[WORK INSTRUCTIONS] Line by line, copy the data below exactly.

[SOURCE DATA]
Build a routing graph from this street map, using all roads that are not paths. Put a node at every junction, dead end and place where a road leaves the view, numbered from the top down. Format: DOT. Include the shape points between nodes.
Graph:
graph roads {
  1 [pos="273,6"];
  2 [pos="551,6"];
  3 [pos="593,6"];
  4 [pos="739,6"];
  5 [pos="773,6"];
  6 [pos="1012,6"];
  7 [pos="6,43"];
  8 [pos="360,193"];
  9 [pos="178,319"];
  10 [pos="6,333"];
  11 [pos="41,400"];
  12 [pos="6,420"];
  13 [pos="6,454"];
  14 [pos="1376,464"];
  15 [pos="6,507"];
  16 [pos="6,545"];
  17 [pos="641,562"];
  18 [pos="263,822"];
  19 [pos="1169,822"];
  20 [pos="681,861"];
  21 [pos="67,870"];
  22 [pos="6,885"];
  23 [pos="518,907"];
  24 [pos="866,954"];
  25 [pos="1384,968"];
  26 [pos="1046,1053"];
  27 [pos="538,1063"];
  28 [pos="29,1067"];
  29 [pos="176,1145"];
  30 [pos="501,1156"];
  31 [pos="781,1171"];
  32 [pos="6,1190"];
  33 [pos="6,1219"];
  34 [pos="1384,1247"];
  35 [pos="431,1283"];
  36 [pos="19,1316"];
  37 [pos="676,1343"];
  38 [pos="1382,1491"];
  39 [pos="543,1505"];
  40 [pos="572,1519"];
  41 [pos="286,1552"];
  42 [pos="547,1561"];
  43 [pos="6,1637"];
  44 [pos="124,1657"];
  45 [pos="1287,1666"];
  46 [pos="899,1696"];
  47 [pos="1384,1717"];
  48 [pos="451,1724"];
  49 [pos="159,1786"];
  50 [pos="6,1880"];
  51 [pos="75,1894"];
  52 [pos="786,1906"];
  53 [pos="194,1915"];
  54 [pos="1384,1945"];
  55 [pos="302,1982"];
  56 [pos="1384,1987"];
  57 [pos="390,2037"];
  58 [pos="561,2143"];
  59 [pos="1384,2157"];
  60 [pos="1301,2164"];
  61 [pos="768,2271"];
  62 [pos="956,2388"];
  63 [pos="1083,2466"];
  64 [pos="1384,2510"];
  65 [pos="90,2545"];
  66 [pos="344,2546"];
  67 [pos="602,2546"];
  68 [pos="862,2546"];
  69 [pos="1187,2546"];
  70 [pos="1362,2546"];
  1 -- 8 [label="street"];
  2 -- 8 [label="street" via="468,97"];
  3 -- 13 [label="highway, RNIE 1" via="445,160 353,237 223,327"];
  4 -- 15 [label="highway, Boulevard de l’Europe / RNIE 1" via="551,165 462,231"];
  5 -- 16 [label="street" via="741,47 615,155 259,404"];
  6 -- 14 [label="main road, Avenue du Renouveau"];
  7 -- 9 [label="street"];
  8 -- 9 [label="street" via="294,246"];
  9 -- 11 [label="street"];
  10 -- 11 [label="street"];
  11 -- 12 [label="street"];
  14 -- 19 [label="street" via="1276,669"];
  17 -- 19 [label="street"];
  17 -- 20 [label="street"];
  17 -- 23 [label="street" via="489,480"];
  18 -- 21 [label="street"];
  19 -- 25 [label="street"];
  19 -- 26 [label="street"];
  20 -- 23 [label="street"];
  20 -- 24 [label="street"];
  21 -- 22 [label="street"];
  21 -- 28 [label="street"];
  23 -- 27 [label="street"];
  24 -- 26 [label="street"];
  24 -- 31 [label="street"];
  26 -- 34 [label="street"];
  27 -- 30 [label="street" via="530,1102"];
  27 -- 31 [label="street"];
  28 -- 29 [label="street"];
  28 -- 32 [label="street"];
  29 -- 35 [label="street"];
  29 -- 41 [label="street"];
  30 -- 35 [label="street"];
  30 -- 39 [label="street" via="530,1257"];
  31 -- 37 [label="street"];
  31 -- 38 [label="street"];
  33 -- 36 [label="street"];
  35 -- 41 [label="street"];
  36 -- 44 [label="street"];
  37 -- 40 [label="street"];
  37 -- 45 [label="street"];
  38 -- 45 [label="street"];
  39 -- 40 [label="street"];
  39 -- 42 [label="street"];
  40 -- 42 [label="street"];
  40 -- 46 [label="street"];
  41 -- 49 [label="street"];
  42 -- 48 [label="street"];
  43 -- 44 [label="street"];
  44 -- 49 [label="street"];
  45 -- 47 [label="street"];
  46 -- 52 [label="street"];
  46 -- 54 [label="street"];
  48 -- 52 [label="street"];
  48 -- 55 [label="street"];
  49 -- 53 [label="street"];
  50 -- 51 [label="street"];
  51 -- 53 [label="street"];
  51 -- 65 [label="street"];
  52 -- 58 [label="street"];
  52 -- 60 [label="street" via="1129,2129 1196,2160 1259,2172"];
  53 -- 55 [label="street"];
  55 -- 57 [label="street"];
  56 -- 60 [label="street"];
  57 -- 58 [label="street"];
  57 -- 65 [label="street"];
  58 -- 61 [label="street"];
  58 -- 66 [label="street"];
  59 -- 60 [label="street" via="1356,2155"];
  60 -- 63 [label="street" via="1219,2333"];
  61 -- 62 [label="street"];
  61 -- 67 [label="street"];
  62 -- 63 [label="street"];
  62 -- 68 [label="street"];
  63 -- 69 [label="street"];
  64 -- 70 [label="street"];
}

[TASK ANSWER]
Build a routing graph from this street map, using all roads that are not paths. Put a node at every junction, dead end and place where a road leaves the view, numbered from the top down. Format: DOT. Include the shape points between nodes.
Graph:
graph roads {
  1 [pos="273,6"];
  2 [pos="551,6"];
  3 [pos="593,6"];
  4 [pos="739,6"];
  5 [pos="773,6"];
  6 [pos="1012,6"];
  7 [pos="6,43"];
  8 [pos="360,193"];
  9 [pos="178,319"];
  10 [pos="6,333"];
  11 [pos="41,400"];
  12 [pos="6,420"];
  13 [pos="6,454"];
  14 [pos="1376,464"];
  15 [pos="6,507"];
  16 [pos="6,545"];
  17 [pos="641,562"];
  18 [pos="263,822"];
  19 [pos="1169,822"];
  20 [pos="681,861"];
  21 [pos="67,870"];
  22 [pos="6,885"];
  23 [pos="518,907"];
  24 [pos="866,954"];
  25 [pos="1384,968"];
  26 [pos="1046,1053"];
  27 [pos="538,1063"];
  28 [pos="29,1067"];
  29 [pos="176,1145"];
  30 [pos="501,1156"];
  31 [pos="781,1171"];
  32 [pos="6,1190"];
  33 [pos="6,1219"];
  34 [pos="1384,1247"];
  35 [pos="431,1283"];
  36 [pos="19,1316"];
  37 [pos="676,1343"];
  38 [pos="1382,1491"];
  39 [pos="543,1505"];
  40 [pos="572,1519"];
  41 [pos="286,1552"];
  42 [pos="547,1561"];
  43 [pos="6,1637"];
  44 [pos="124,1657"];
  45 [pos="1287,1666"];
  46 [pos="899,1696"];
  47 [pos="1384,1717"];
  48 [pos="451,1724"];
  49 [pos="159,1786"];
  50 [pos="6,1880"];
  51 [pos="75,1894"];
  52 [pos="786,1906"];
  53 [pos="194,1915"];
  54 [pos="1384,1945"];
  55 [pos="302,1982"];
  56 [pos="1384,1987"];
  57 [pos="390,2037"];
  58 [pos="561,2143"];
  59 [pos="1384,2157"];
  60 [pos="1301,2164"];
  61 [pos="768,2271"];
  62 [pos="956,2388"];
  63 [pos="1083,2466"];
  64 [pos="1384,2510"];
  65 [pos="90,2545"];
  66 [pos="344,2546"];
  67 [pos="602,2546"];
  68 [pos="862,2546"];
  69 [pos="1187,2546"];
  70 [pos="1362,2546"];
  1 -- 8 [label="street"];
  2 -- 8 [label="street" via="468,97"];
  3 -- 13 [label="highway, RNIE 1" via="445,160 353,237 223,327"];
  4 -- 15 [label="highway, Boulevard de l’Europe / RNIE 1" via="551,165 462,231"];
  5 -- 16 [label="street" via="741,47 615,155 259,404"];
  6 -- 14 [label="main road, Avenue du Renouveau"];
  7 -- 9 [label="street"];
  8 -- 9 [label="street" via="294,246"];
  9 -- 11 [label="street"];
  10 -- 11 [label="street"];
  11 -- 12 [label="street"];
  14 -- 19 [label="street" via="1276,669"];
  17 -- 19 [label="street"];
  17 -- 20 [label="street"];
  17 -- 23 [label="street" via="489,480"];
  18 -- 21 [label="street"];
  19 -- 25 [label="street"];
  19 -- 26 [label="street"];
  20 -- 23 [label="street"];
  20 -- 24 [label="street"];
  21 -- 22 [label="street"];
  21 -- 28 [label="street"];
  23 -- 27 [label="street"];
  24 -- 26 [label="street"];
  24 -- 31 [label="street"];
  26 -- 34 [label="street"];
  27 -- 30 [label="street" via="530,1102"];
  27 -- 31 [label="street"];
  28 -- 29 [label="street"];
  28 -- 32 [label="street"];
  29 -- 35 [label="street"];
  29 -- 41 [label="street"];
  30 -- 35 [label="street"];
  30 -- 39 [label="street" via="530,1257"];
  31 -- 37 [label="street"];
  31 -- 38 [label="street"];
  33 -- 36 [label="street"];
  35 -- 41 [label="street"];
  36 -- 44 [label="street"];
  37 -- 40 [label="street"];
  37 -- 45 [label="street"];
  38 -- 45 [label="street"];
  39 -- 40 [label="street"];
  39 -- 42 [label="street"];
  40 -- 42 [label="street"];
  40 -- 46 [label="street"];
  41 -- 49 [label="street"];
  42 -- 48 [label="street"];
  43 -- 44 [label="street"];
  44 -- 49 [label="street"];
  45 -- 47 [label="street"];
  46 -- 52 [label="street"];
  46 -- 54 [label="street"];
  48 -- 52 [label="street"];
  48 -- 55 [label="street"];
  49 -- 53 [label="street"];
  50 -- 51 [label="street"];
  51 -- 53 [label="street"];
  51 -- 65 [label="street"];
  52 -- 58 [label="street"];
  52 -- 60 [label="street" via="1129,2129 1196,2160 1259,2172"];
  53 -- 55 [label="street"];
  55 -- 57 [label="street"];
  56 -- 60 [label="street"];
  57 -- 58 [label="street"];
  57 -- 65 [label="street"];
  58 -- 61 [label="street"];
  58 -- 66 [label="street"];
  59 -- 60 [label="street" via="1356,2155"];
  60 -- 63 [label="street" via="1219,2333"];
  61 -- 62 [label="street"];
  61 -- 67 [label="street"];
  62 -- 63 [label="street"];
  62 -- 68 [label="street"];
  63 -- 69 [label="street"];
  64 -- 70 [label="street"];
}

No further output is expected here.